▶ **EXERCISE GOAL**
Retype each entry below, keeping every character the same.

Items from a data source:
--------
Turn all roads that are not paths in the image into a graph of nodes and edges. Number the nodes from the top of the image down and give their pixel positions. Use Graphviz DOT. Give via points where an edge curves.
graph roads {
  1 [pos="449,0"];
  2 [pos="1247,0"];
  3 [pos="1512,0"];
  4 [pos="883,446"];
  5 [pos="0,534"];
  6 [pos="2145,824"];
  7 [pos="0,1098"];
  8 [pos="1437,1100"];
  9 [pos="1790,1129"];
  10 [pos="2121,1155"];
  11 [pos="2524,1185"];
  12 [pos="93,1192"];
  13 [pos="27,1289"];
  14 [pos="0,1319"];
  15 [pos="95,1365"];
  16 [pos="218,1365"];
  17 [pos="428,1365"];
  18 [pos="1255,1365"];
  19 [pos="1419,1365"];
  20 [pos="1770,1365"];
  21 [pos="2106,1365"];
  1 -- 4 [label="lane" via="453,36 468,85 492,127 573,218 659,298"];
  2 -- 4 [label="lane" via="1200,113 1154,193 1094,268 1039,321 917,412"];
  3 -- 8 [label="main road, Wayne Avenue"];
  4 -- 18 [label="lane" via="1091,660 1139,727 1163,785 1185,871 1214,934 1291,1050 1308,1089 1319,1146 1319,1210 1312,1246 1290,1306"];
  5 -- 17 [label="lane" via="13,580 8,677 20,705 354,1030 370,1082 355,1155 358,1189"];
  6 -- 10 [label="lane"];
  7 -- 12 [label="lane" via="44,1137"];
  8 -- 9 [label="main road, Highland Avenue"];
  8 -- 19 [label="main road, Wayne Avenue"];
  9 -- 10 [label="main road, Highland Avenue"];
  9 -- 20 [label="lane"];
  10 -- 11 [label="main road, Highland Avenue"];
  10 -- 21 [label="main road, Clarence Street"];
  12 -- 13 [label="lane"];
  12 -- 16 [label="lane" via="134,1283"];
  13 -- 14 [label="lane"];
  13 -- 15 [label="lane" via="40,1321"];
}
--------
▶ **REPLY**
Turn all roads that are not paths in the image into a graph of nodes and edges. Number the nodes from the top of the image down and give their pixel positions. Use Graphviz DOT. Give via points where an edge curves.
graph roads {
  1 [pos="449,0"];
  2 [pos="1247,0"];
  3 [pos="1512,0"];
  4 [pos="883,446"];
  5 [pos="0,534"];
  6 [pos="2145,824"];
  7 [pos="0,1098"];
  8 [pos="1437,1100"];
  9 [pos="1790,1129"];
  10 [pos="2121,1155"];
  11 [pos="2524,1185"];
  12 [pos="93,1192"];
  13 [pos="27,1289"];
  14 [pos="0,1319"];
  15 [pos="95,1365"];
  16 [pos="218,1365"];
  17 [pos="428,1365"];
  18 [pos="1255,1365"];
  19 [pos="1419,1365"];
  20 [pos="1770,1365"];
  21 [pos="2106,1365"];
  1 -- 4 [label="lane" via="453,36 468,85 492,127 573,218 659,298"];
  2 -- 4 [label="lane" via="1200,113 1154,193 1094,268 1039,321 917,412"];
  3 -- 8 [label="main road, Wayne Avenue"];
  4 -- 18 [label="lane" via="1091,660 1139,727 1163,785 1185,871 1214,934 1291,1050 1308,1089 1319,1146 1319,1210 1312,1246 1290,1306"];
  5 -- 17 [label="lane" via="13,580 8,677 20,705 354,1030 370,1082 355,1155 358,1189"];
  6 -- 10 [label="lane"];
  7 -- 12 [label="lane" via="44,1137"];
  8 -- 9 [label="main road, Highland Avenue"];
  8 -- 19 [label="main road, Wayne Avenue"];
  9 -- 10 [label="main road, Highland Avenue"];
  9 -- 20 [label="lane"];
  10 -- 11 [label="main road, Highland Avenue"];
  10 -- 21 [label="main road, Clarence Street"];
  12 -- 13 [label="lane"];
  12 -- 16 [label="lane" via="134,1283"];
  13 -- 14 [label="lane"];
  13 -- 15 [label="lane" via="40,1321"];
}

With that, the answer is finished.